After years of building financial life across two countries, returning to India isn't just a travel event — it's a financial restructuring event. Bank accounts, tax residency, investment status, and currency exposure all change simultaneously. Planning the transition 6–12 months ahead prevents costly mistakes.
6–12 months before returning
- Identify your India return date precisely. Your residency status in any financial year (April–March) is determined by days in India. Arriving before April 1 vs. after April 1 can change your tax status for the entire year.
- Check RNOR eligibility. If you've been NRI for 9 of the past 10 years, you qualify for RNOR status for 2–3 years after return. During RNOR, most foreign income remains tax-free in India. This is a valuable window — use it to liquidate overseas investments or receive final UAE income.
- Gratuity timing. Ensure you receive UAE end-of-service gratuity while still NRI — it's tax-free in India at that point. Once you become a resident, tax rules change.
- Assess India-based investments. Review NRE FDs — they can continue at contracted rates until maturity even after you return. Plan maturity dates around your return.
Bank accounts — what changes
| NRI Account | After Return → Converts To |
|---|---|
| NRE Savings | Resident Savings account (or RFC) |
| NRO Savings | Resident Savings account |
| NRE FD | Continues at contracted rate until maturity, then converts |
| FCNR FD | Continues at contracted rate; can convert to RFC on maturity |
RFC (Resident Foreign Currency) accounts allow you to hold foreign currency in India even after becoming a resident — useful if you retain overseas assets or income.
Investment status update checklist
- Mutual funds: Inform AMC of residential status change.
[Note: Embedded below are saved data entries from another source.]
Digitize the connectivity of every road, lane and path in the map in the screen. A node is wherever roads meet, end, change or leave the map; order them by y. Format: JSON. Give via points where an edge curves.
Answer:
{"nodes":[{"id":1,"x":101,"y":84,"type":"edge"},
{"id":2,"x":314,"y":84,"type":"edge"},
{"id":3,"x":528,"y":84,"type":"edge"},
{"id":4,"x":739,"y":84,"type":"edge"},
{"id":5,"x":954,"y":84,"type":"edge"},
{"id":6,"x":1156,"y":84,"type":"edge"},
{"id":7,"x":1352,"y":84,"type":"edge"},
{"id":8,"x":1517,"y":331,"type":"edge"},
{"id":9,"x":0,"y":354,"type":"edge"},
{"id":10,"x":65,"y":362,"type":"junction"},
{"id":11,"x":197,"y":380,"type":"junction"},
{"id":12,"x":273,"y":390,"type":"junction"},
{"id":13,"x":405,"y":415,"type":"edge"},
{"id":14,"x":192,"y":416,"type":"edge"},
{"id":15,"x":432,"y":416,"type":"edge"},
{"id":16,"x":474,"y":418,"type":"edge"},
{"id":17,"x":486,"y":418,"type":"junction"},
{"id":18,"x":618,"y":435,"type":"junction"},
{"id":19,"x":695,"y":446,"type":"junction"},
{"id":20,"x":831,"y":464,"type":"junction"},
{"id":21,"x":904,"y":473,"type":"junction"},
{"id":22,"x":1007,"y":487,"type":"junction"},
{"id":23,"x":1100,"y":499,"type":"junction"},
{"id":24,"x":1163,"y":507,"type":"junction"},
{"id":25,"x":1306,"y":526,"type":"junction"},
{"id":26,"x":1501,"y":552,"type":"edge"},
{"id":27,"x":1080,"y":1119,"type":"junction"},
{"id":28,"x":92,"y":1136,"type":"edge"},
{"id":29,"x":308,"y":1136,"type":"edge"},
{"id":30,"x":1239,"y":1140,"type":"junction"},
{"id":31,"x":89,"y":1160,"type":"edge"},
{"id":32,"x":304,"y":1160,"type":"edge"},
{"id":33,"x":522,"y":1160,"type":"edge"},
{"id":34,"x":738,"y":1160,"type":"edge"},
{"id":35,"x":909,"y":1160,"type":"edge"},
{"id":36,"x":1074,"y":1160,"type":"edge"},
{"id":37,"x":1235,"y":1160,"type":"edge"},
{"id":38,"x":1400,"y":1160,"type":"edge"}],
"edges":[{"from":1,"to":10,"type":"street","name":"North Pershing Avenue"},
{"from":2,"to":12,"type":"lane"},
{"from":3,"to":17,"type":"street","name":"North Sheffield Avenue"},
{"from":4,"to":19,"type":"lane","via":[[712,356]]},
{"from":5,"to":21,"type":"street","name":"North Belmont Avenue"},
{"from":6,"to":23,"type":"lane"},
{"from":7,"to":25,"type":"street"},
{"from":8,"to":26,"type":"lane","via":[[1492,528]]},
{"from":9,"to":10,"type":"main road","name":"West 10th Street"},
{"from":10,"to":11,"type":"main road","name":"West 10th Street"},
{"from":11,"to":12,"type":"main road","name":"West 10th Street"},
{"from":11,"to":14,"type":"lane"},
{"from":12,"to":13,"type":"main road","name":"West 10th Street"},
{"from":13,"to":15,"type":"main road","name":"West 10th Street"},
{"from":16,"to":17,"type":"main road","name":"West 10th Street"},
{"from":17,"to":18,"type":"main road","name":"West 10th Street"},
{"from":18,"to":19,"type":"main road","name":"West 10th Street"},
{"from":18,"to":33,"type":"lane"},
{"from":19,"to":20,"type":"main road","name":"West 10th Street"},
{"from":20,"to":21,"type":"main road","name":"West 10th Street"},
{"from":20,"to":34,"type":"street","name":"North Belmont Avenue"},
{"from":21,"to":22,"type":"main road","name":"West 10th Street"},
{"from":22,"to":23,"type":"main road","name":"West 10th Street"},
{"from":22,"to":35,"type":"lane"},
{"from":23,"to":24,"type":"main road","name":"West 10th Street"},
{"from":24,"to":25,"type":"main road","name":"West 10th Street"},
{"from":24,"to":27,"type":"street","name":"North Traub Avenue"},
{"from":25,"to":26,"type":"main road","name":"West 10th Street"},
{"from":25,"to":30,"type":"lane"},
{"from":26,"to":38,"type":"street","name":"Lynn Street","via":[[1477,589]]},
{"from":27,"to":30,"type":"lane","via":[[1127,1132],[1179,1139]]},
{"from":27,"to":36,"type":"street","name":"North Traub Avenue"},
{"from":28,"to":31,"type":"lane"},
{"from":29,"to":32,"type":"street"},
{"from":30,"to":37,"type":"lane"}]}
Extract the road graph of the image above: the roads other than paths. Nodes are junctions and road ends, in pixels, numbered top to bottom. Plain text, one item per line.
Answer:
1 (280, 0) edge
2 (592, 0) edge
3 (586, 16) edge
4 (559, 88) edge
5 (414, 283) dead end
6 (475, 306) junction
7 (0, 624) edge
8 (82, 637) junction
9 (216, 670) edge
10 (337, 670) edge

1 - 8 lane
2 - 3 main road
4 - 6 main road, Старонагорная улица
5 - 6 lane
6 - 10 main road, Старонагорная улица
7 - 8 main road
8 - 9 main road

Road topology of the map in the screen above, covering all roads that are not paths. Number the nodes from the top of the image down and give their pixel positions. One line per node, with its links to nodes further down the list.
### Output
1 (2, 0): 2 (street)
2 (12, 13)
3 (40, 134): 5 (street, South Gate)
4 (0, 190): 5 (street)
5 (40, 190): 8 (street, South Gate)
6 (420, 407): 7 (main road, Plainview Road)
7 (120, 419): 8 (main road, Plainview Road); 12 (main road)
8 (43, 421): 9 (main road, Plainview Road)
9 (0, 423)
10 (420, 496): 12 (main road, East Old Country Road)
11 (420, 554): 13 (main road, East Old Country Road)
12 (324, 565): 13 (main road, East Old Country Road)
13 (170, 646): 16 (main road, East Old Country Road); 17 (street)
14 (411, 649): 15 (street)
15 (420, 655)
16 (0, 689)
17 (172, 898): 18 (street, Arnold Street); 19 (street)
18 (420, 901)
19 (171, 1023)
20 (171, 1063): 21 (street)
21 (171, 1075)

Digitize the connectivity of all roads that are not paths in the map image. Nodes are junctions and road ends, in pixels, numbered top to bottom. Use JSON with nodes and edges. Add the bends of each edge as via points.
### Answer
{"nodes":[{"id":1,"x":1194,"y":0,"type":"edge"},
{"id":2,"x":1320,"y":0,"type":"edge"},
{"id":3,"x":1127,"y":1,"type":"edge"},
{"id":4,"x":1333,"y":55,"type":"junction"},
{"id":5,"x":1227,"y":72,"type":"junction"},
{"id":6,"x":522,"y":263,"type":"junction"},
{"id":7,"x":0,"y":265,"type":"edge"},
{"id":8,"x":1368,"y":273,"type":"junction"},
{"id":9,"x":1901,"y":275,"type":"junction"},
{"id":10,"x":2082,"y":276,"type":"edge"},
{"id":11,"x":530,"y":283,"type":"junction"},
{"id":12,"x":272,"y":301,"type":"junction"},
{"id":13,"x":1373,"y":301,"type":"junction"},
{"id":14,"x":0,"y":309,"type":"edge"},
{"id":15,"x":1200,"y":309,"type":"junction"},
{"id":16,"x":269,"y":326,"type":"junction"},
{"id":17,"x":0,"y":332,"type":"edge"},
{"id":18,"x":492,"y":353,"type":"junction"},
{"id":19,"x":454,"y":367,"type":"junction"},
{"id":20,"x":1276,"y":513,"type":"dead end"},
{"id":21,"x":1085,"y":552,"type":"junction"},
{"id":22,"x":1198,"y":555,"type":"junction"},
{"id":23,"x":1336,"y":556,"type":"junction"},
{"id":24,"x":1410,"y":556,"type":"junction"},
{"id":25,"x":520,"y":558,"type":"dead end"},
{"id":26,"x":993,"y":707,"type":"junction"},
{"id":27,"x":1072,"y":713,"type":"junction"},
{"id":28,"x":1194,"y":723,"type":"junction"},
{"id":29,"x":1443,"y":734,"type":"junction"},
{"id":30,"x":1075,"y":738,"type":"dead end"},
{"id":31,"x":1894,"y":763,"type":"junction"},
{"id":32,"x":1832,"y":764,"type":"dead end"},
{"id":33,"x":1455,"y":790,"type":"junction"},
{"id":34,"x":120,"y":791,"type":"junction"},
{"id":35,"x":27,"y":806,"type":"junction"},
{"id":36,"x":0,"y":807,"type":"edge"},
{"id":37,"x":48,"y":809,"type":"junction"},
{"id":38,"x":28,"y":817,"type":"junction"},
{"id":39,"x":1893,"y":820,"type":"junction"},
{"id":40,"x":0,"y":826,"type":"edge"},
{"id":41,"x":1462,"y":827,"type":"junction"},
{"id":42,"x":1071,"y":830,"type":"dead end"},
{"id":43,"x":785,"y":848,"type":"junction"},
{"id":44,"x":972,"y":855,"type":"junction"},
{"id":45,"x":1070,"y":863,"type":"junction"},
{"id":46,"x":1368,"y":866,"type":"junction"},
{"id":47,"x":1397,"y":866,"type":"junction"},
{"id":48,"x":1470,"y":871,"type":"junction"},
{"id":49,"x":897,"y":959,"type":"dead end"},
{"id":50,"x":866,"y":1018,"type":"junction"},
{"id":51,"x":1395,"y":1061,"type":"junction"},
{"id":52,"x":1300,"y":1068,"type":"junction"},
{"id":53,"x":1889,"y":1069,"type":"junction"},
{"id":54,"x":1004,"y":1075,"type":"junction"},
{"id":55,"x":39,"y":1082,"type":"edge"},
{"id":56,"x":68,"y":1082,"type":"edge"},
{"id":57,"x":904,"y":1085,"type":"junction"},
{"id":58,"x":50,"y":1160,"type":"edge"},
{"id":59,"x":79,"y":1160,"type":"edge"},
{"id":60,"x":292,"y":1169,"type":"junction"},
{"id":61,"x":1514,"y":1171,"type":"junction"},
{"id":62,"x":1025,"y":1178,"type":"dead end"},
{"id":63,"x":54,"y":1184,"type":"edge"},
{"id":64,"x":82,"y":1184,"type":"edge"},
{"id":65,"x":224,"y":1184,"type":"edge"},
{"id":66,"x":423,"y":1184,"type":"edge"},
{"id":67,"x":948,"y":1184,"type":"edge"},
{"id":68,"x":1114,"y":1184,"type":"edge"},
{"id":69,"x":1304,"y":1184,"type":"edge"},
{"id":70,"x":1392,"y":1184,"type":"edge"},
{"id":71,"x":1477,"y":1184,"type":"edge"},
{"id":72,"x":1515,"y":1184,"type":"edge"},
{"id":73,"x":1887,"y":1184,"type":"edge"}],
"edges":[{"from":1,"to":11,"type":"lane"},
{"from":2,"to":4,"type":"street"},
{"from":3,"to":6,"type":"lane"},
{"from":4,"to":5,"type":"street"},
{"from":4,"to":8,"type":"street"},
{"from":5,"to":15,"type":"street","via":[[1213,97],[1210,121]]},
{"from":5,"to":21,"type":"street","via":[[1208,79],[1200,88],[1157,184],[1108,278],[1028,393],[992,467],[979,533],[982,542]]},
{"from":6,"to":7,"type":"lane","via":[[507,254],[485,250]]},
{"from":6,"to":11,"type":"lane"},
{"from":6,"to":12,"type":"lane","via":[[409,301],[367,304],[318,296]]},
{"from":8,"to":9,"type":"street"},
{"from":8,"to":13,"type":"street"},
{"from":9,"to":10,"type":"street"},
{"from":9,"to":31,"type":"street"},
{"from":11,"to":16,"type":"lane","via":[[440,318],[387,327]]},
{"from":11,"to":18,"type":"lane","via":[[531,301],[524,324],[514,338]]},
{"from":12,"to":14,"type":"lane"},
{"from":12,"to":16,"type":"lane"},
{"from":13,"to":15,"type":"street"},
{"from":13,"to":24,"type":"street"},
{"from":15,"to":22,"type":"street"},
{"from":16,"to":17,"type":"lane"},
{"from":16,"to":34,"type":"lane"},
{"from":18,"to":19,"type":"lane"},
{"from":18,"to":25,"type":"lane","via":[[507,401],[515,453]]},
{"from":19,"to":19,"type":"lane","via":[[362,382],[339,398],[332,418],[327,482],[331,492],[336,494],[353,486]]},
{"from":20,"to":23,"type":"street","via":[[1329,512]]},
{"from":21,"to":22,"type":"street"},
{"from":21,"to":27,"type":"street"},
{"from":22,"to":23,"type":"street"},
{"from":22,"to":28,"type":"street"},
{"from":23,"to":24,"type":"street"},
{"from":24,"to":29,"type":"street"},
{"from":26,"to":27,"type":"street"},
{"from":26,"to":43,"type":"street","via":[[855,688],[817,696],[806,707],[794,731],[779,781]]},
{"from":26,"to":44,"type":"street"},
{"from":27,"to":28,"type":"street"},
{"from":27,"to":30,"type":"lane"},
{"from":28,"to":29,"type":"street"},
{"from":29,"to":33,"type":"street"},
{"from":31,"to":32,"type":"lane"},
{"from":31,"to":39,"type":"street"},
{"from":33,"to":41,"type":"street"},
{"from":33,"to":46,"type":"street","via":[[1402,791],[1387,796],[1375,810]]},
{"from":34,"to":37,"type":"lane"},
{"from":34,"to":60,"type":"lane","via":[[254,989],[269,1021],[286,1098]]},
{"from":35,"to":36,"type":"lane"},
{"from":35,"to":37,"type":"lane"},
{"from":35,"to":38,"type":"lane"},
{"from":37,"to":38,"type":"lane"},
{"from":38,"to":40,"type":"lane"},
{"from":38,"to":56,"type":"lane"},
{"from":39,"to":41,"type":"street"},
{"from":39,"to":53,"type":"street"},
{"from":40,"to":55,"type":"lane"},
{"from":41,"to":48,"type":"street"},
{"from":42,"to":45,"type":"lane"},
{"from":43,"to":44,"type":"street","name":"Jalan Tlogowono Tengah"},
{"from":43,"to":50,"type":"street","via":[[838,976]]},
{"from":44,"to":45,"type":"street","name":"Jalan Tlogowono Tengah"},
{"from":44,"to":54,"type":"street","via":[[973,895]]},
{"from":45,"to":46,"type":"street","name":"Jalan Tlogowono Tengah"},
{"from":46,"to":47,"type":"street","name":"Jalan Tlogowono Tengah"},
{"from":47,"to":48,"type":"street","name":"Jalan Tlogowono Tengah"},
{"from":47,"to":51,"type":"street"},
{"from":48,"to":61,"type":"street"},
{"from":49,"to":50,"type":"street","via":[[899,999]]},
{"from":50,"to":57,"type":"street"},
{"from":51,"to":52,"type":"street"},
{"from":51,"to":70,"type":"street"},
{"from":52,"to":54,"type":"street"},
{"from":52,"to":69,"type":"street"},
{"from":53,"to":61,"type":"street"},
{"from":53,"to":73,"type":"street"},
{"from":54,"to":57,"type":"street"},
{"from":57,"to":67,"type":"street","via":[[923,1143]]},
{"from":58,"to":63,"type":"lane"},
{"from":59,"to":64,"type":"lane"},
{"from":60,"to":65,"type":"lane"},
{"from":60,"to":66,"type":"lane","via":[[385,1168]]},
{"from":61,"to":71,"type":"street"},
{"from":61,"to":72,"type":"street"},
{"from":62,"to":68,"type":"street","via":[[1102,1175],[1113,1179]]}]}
Your folio moves from NRI to Resident — tax treatment and KYC documents change.
- Demat account: Close or convert your NRI demat account. Open a resident demat account for ongoing trading.
- Insurance: Update address and residential status with insurers — particularly health and life policies.
- PF/NPS: If you had India EPF or NPS active, coordinate with employers for resumption or withdrawal as applicable.
Tax in the RNOR transition period
If you qualify as RNOR:
- Indian income (salary, rent, dividends from India) — taxable in India.
- Foreign income (UAE salary for the period you worked, foreign dividends, foreign interest) — generally NOT taxable in India during RNOR.
- Global income taxation begins only when you become a full Ordinary Resident — typically year 3 or 4 after return.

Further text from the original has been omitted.